[Stored data entries]
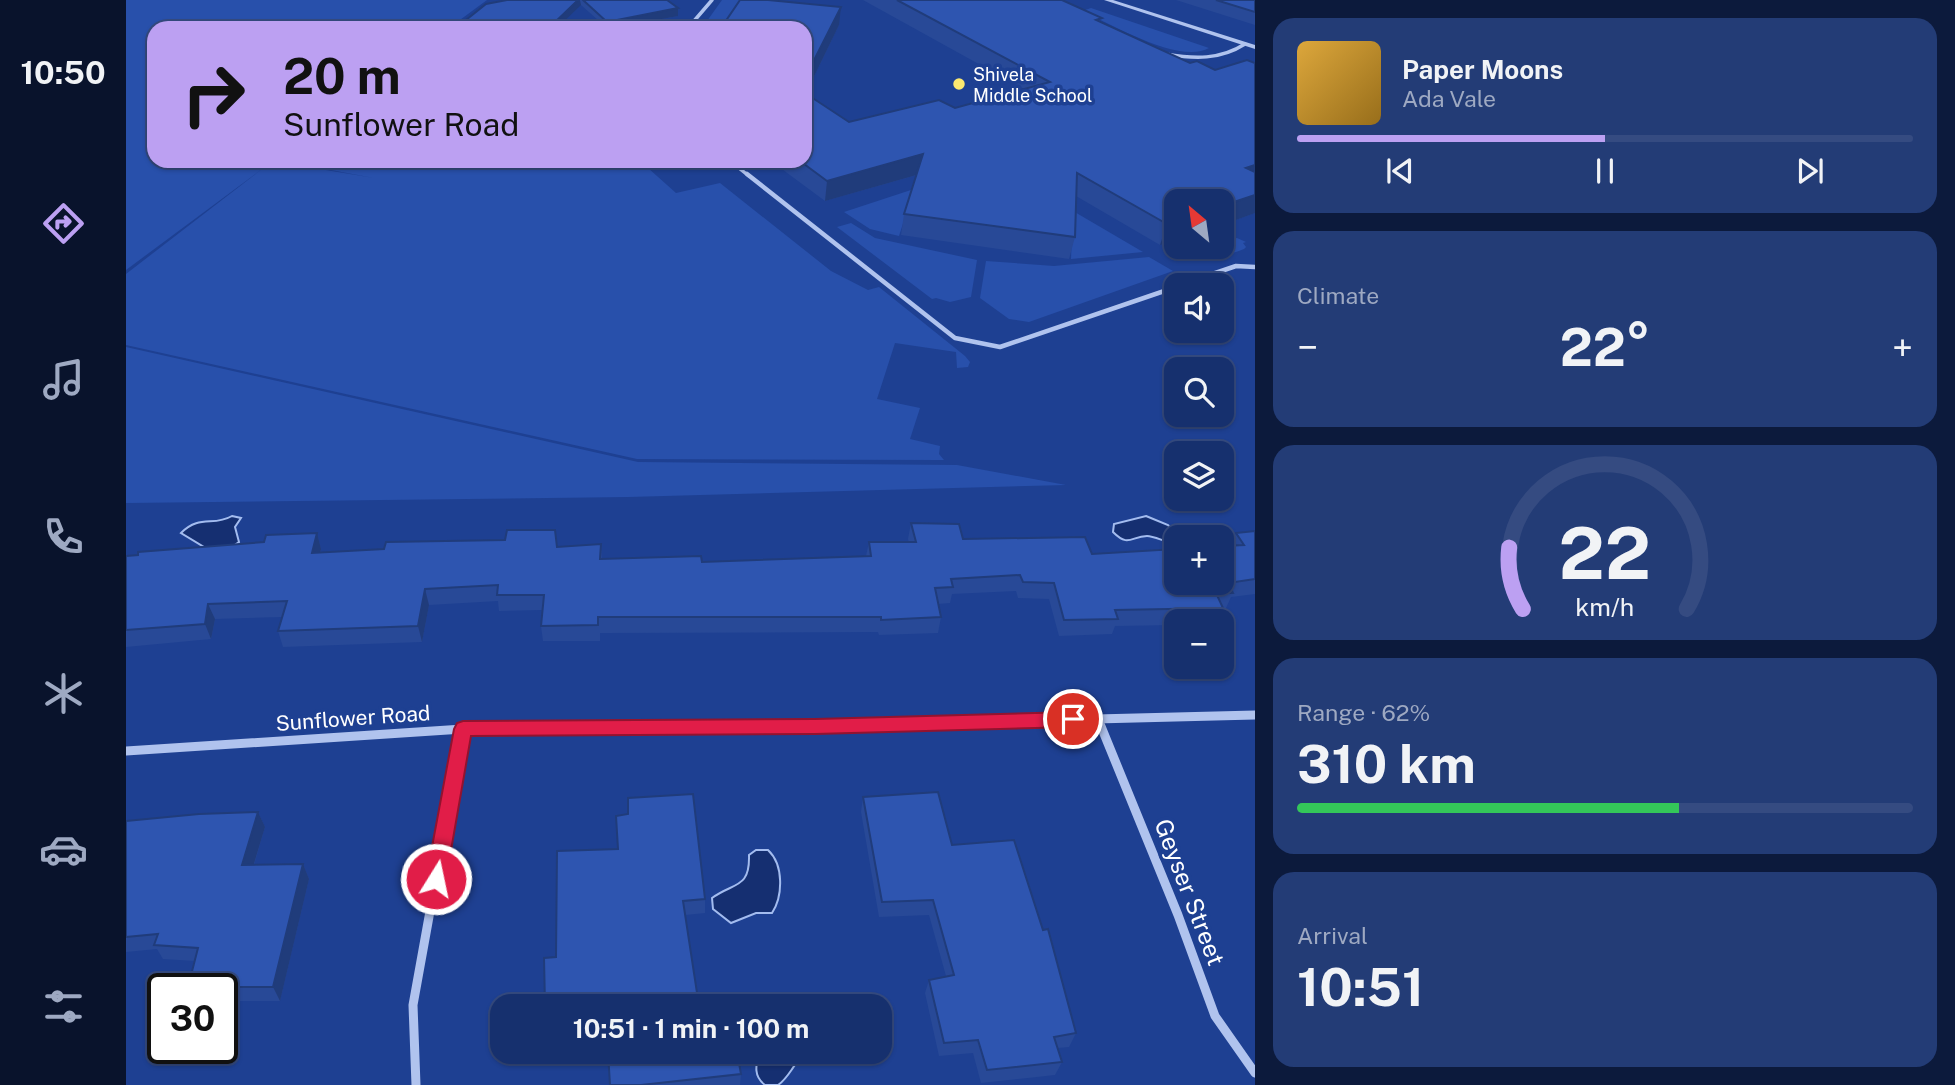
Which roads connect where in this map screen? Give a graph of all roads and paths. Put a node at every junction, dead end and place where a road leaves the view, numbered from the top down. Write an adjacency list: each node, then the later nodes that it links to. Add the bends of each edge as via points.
1 (712, 0): 3 (lane)
2 (1107, 0): 4 (street)
3 (694, 21)
4 (1245, 44): 5 (street); 6 (lane, via 1218,56 1188,58)
5 (1255, 47)
6 (1161, 53)
7 (739, 168): 10 (lane, via 955,338 1000,347)
8 (1255, 267): 9 (lane, via 1236,266)
9 (1216, 273)
10 (1164, 291)
11 (1255, 715): 12 (street, Sunflower Road)
12 (1098, 719): 13 (street, Sunflower Road); 15 (street, Geyser Street, via 1215,1016)
13 (463, 729): 14 (street, Sunflower Road); 16 (street, via 414,1005)
14 (126, 751)
15 (1255, 1073)
16 (416, 1085)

# Task to carry out:
Could the entries above be copied out exactly, with no pictures included?

# Response below:
Which roads connect where in this map screen? Give a graph of all roads and paths. Put a node at every junction, dead end and place where a road leaves the view, numbered from the top down. Write an adjacency list: each node, then the later nodes that it links to. Add the bends of each edge as via points.
1 (712, 0): 3 (lane)
2 (1107, 0): 4 (street)
3 (694, 21)
4 (1245, 44): 5 (street); 6 (lane, via 1218,56 1188,58)
5 (1255, 47)
6 (1161, 53)
7 (739, 168): 10 (lane, via 955,338 1000,347)
8 (1255, 267): 9 (lane, via 1236,266)
9 (1216, 273)
10 (1164, 291)
11 (1255, 715): 12 (street, Sunflower Road)
12 (1098, 719): 13 (street, Sunflower Road); 15 (street, Geyser Street, via 1215,1016)
13 (463, 729): 14 (street, Sunflower Road); 16 (street, via 414,1005)
14 (126, 751)
15 (1255, 1073)
16 (416, 1085)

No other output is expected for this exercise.